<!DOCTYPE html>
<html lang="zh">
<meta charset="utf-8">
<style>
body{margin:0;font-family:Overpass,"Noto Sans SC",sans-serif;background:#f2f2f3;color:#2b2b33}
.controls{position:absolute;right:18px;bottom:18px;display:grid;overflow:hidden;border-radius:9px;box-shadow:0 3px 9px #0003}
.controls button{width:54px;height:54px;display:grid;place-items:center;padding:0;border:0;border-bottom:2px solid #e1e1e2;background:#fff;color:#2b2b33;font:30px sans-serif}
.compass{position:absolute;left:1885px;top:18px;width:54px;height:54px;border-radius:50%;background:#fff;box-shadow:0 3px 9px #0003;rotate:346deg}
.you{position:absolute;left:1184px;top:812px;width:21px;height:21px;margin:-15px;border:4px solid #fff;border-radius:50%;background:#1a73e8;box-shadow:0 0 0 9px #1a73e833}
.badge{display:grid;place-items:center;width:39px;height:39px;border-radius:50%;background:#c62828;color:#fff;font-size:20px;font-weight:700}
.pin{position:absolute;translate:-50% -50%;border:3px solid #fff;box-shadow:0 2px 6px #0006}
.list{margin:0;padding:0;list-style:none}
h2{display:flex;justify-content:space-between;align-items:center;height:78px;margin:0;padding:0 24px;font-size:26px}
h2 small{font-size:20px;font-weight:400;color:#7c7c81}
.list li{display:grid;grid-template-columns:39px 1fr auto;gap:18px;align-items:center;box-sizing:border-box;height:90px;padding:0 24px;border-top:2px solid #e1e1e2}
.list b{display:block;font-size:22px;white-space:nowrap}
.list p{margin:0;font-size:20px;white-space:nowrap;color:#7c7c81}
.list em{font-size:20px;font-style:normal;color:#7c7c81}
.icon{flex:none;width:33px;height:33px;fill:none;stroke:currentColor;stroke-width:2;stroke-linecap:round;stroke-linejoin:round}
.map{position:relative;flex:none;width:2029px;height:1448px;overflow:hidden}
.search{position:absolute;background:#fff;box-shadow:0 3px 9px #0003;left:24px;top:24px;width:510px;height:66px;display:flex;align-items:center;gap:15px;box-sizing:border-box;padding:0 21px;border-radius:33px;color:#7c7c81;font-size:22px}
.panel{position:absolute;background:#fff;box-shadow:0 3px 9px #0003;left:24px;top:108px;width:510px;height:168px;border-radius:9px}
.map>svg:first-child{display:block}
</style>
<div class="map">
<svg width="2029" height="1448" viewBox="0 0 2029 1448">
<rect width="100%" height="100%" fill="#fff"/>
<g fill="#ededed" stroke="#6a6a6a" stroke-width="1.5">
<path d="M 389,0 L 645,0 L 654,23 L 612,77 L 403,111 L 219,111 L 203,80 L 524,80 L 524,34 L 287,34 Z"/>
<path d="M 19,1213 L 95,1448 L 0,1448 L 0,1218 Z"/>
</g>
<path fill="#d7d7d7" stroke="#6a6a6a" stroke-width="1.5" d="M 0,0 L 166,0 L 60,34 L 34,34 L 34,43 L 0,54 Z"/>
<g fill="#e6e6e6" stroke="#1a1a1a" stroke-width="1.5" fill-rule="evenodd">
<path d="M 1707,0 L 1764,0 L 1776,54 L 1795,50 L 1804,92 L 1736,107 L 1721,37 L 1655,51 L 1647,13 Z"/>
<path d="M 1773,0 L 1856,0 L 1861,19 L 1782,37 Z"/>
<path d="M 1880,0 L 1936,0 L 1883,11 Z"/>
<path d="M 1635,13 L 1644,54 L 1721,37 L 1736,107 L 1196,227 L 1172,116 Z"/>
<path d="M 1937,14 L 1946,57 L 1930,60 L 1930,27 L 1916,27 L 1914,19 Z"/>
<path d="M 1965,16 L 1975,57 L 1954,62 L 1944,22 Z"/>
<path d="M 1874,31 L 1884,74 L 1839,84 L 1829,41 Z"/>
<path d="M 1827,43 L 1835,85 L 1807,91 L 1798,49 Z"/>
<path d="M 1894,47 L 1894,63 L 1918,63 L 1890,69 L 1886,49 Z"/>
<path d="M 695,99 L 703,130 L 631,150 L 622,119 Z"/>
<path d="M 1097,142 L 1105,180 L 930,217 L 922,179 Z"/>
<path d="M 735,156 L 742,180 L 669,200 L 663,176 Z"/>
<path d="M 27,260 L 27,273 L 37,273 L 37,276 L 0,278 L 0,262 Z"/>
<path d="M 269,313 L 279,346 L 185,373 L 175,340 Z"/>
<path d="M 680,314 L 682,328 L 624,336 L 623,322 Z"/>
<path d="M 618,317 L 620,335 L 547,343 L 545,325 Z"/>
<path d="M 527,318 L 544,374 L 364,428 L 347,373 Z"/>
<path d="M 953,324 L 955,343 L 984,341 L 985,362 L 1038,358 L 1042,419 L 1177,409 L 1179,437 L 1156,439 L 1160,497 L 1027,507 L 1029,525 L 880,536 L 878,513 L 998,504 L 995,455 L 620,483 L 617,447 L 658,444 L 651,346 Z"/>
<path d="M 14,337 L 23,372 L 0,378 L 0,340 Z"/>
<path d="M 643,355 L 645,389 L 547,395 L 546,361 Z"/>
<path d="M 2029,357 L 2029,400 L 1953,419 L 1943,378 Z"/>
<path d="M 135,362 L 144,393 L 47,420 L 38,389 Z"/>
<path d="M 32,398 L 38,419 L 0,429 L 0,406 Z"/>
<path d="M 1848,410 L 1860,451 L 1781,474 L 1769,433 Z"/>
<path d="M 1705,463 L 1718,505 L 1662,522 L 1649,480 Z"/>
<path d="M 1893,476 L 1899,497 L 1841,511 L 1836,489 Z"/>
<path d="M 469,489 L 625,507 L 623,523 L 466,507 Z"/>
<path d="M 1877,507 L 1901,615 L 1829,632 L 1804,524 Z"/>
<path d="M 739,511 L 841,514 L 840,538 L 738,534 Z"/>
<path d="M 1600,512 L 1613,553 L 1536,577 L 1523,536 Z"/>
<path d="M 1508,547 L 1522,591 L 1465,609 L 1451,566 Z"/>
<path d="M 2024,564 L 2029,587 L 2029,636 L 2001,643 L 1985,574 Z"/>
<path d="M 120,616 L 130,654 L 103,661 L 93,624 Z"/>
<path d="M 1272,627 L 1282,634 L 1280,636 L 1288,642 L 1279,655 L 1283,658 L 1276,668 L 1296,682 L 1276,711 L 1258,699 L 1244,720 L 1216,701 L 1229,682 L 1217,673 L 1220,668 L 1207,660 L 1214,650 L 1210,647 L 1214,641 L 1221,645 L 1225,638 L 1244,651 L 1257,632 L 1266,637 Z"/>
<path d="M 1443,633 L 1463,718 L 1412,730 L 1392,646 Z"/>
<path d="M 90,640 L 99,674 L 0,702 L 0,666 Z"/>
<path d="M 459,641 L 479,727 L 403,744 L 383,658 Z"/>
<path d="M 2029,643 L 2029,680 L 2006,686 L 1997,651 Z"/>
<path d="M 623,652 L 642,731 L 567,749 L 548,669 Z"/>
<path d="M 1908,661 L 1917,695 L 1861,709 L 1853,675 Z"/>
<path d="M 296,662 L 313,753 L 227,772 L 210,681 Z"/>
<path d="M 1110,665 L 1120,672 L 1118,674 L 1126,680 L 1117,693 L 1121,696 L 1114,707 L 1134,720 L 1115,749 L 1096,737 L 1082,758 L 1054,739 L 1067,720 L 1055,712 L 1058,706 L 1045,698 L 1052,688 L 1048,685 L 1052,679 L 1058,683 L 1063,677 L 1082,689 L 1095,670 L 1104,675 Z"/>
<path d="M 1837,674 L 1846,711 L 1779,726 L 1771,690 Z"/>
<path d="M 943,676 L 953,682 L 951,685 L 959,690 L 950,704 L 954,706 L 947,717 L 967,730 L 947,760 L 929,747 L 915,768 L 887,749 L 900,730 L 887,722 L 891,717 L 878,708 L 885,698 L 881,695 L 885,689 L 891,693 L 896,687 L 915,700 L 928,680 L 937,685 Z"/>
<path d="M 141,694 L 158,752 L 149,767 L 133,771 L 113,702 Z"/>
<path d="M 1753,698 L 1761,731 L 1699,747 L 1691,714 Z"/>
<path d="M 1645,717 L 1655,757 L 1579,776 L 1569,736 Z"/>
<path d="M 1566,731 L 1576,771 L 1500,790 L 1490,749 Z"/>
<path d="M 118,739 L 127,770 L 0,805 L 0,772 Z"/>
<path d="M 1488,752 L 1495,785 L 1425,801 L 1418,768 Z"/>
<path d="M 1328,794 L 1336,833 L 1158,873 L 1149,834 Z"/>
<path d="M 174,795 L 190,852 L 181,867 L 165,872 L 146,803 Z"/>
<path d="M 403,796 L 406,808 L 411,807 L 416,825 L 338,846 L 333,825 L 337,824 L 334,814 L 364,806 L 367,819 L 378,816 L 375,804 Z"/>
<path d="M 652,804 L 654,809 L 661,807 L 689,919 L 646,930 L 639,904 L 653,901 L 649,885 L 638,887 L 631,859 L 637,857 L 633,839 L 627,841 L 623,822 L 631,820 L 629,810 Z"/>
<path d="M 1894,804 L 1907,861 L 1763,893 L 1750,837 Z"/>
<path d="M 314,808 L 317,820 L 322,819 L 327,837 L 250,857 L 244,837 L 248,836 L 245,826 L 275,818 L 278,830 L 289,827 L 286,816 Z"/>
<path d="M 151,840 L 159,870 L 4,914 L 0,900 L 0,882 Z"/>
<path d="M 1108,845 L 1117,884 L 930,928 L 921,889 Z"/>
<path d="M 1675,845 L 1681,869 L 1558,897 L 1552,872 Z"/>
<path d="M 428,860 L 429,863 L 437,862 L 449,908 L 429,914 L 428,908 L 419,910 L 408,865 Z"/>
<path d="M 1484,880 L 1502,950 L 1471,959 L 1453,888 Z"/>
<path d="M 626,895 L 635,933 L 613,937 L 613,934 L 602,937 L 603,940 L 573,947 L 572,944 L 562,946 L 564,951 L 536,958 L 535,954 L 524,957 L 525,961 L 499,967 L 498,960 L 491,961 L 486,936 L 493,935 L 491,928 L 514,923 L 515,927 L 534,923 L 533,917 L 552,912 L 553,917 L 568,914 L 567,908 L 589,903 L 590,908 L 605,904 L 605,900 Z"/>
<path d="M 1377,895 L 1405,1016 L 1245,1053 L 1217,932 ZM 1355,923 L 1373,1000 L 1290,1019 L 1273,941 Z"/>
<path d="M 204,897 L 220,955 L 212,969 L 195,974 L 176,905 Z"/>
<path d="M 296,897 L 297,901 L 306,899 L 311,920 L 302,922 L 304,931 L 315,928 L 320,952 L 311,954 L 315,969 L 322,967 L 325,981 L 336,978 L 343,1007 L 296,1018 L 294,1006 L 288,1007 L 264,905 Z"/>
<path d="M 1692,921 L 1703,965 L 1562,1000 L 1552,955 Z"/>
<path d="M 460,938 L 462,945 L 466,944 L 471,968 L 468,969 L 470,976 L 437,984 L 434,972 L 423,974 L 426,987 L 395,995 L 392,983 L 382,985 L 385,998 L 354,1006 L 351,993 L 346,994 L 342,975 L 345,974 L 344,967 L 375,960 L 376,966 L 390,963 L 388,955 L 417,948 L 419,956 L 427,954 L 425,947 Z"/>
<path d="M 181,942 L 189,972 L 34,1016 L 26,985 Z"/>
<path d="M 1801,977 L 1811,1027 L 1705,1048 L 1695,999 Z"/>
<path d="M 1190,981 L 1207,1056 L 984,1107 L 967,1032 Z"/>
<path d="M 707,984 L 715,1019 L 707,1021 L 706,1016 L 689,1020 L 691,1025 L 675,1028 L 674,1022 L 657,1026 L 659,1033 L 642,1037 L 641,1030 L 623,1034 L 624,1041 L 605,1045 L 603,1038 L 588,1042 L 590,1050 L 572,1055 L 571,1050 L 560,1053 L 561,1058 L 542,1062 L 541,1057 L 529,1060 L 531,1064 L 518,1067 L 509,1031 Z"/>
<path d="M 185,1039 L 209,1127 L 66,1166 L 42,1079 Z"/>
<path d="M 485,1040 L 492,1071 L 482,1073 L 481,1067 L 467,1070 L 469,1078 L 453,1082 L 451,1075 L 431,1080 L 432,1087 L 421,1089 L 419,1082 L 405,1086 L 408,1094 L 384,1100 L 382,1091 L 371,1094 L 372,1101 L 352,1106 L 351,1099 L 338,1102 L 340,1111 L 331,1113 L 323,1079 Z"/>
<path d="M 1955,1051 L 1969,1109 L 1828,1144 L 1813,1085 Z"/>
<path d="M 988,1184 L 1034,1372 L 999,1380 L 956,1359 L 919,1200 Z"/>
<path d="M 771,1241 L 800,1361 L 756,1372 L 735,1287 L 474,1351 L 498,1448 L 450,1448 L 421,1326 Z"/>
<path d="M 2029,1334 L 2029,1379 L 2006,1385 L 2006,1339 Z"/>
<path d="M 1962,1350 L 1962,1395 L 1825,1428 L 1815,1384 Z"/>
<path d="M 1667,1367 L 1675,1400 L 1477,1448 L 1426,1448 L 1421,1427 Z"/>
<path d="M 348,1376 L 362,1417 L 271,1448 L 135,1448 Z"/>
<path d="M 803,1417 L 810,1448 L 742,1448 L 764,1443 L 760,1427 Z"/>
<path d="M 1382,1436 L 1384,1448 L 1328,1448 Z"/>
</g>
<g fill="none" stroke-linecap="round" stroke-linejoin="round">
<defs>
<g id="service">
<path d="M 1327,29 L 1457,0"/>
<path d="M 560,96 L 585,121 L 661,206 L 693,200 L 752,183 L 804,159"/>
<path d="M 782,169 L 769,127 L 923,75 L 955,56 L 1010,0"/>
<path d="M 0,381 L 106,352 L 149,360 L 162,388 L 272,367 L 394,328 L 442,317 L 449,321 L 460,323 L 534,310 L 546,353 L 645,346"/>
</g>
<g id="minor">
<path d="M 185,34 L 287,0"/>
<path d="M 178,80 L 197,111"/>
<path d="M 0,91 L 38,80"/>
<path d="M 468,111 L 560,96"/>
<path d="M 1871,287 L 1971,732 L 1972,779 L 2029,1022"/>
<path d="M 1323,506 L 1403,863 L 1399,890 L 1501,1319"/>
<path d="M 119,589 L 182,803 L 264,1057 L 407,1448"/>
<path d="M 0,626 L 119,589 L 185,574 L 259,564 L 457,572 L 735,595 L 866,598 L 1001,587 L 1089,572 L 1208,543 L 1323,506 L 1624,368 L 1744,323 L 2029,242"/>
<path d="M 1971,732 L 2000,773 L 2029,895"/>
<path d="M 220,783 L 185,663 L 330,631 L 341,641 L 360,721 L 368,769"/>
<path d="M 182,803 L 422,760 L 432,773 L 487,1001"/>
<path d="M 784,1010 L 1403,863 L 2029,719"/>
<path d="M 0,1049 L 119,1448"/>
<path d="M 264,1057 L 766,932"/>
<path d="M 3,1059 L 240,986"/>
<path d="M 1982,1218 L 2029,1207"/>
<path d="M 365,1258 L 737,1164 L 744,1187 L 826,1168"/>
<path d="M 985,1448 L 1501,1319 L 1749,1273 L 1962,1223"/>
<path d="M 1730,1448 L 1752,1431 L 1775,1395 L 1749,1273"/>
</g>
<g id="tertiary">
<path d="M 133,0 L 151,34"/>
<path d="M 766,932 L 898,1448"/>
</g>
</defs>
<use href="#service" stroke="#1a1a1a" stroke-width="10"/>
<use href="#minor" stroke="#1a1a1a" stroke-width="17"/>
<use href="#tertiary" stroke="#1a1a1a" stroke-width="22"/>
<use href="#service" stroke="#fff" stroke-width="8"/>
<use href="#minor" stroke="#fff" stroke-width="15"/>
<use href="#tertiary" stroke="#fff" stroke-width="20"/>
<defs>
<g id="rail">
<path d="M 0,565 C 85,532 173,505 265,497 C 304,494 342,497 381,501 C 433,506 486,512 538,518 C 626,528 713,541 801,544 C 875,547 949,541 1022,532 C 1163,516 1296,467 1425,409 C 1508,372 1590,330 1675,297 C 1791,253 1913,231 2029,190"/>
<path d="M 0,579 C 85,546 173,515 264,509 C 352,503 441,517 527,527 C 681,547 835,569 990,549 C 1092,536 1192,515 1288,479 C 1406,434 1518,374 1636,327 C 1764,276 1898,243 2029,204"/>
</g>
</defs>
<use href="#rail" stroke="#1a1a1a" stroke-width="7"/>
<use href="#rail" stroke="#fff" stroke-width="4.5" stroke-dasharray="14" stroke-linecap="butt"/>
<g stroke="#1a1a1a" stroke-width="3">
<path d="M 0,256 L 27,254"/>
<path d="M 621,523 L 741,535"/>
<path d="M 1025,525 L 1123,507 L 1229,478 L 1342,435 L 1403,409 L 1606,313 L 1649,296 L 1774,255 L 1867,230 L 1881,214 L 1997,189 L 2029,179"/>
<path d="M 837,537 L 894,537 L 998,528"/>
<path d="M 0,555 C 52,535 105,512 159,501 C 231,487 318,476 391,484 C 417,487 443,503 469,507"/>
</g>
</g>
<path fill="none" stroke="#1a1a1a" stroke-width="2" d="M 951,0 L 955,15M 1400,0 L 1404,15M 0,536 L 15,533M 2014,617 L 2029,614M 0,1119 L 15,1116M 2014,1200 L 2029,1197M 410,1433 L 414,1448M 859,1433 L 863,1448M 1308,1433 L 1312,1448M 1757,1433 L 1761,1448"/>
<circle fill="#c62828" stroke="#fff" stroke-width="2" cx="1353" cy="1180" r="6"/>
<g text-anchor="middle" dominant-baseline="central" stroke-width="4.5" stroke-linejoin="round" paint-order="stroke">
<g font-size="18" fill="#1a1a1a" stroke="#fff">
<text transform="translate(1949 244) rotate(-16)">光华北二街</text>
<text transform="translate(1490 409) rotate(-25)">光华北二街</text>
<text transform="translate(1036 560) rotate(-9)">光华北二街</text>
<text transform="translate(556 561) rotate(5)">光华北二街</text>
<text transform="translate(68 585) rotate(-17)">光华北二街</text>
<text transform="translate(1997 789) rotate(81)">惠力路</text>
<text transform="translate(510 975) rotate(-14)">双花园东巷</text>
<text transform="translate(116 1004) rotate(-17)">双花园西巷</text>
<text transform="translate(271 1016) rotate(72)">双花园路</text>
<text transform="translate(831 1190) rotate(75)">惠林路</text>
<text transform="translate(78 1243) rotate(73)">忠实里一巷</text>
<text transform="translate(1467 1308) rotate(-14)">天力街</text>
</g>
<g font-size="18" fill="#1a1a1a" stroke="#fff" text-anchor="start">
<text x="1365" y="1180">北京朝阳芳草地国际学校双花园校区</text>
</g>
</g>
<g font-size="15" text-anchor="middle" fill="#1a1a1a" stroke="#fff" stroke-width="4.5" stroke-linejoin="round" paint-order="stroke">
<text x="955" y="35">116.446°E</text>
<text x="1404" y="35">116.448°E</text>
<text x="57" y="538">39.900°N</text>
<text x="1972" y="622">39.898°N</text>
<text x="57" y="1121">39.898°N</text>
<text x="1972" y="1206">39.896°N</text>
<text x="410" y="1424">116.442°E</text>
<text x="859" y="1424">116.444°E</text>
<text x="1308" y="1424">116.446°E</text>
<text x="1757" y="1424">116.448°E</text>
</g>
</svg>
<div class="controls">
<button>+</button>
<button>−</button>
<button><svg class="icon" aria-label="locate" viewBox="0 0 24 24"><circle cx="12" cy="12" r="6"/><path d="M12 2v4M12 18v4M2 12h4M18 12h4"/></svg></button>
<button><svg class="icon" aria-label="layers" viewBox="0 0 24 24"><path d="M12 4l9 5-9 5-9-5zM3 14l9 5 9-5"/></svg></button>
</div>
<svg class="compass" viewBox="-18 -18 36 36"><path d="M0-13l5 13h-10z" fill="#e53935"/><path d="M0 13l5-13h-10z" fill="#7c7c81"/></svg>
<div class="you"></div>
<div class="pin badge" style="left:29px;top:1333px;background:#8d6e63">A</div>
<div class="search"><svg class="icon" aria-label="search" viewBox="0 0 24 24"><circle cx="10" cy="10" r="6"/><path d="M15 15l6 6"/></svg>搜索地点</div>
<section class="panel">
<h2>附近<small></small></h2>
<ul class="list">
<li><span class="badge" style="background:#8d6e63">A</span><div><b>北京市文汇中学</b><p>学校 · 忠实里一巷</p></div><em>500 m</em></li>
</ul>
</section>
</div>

____________

Please transcribe only the lines in the records above running from the line that has "459,641 L 479,727" through the line that has "1484,880 L 1502,950", both included, exactly as they appear.

<path d="M 459,641 L 479,727 L 403,744 L 383,658 Z"/>
<path d="M 2029,643 L 2029,680 L 2006,686 L 1997,651 Z"/>
<path d="M 623,652 L 642,731 L 567,749 L 548,669 Z"/>
<path d="M 1908,661 L 1917,695 L 1861,709 L 1853,675 Z"/>
<path d="M 296,662 L 313,753 L 227,772 L 210,681 Z"/>
<path d="M 1110,665 L 1120,672 L 1118,674 L 1126,680 L 1117,693 L 1121,696 L 1114,707 L 1134,720 L 1115,749 L 1096,737 L 1082,758 L 1054,739 L 1067,720 L 1055,712 L 1058,706 L 1045,698 L 1052,688 L 1048,685 L 1052,679 L 1058,683 L 1063,677 L 1082,689 L 1095,670 L 1104,675 Z"/>
<path d="M 1837,674 L 1846,711 L 1779,726 L 1771,690 Z"/>
<path d="M 943,676 L 953,682 L 951,685 L 959,690 L 950,704 L 954,706 L 947,717 L 967,730 L 947,760 L 929,747 L 915,768 L 887,749 L 900,730 L 887,722 L 891,717 L 878,708 L 885,698 L 881,695 L 885,689 L 891,693 L 896,687 L 915,700 L 928,680 L 937,685 Z"/>
<path d="M 141,694 L 158,752 L 149,767 L 133,771 L 113,702 Z"/>
<path d="M 1753,698 L 1761,731 L 1699,747 L 1691,714 Z"/>
<path d="M 1645,717 L 1655,757 L 1579,776 L 1569,736 Z"/>
<path d="M 1566,731 L 1576,771 L 1500,790 L 1490,749 Z"/>
<path d="M 118,739 L 127,770 L 0,805 L 0,772 Z"/>
<path d="M 1488,752 L 1495,785 L 1425,801 L 1418,768 Z"/>
<path d="M 1328,794 L 1336,833 L 1158,873 L 1149,834 Z"/>
<path d="M 174,795 L 190,852 L 181,867 L 165,872 L 146,803 Z"/>
<path d="M 403,796 L 406,808 L 411,807 L 416,825 L 338,846 L 333,825 L 337,824 L 334,814 L 364,806 L 367,819 L 378,816 L 375,804 Z"/>
<path d="M 652,804 L 654,809 L 661,807 L 689,919 L 646,930 L 639,904 L 653,901 L 649,885 L 638,887 L 631,859 L 637,857 L 633,839 L 627,841 L 623,822 L 631,820 L 629,810 Z"/>
<path d="M 1894,804 L 1907,861 L 1763,893 L 1750,837 Z"/>
<path d="M 314,808 L 317,820 L 322,819 L 327,837 L 250,857 L 244,837 L 248,836 L 245,826 L 275,818 L 278,830 L 289,827 L 286,816 Z"/>
<path d="M 151,840 L 159,870 L 4,914 L 0,900 L 0,882 Z"/>
<path d="M 1108,845 L 1117,884 L 930,928 L 921,889 Z"/>
<path d="M 1675,845 L 1681,869 L 1558,897 L 1552,872 Z"/>
<path d="M 428,860 L 429,863 L 437,862 L 449,908 L 429,914 L 428,908 L 419,910 L 408,865 Z"/>
<path d="M 1484,880 L 1502,950 L 1471,959 L 1453,888 Z"/>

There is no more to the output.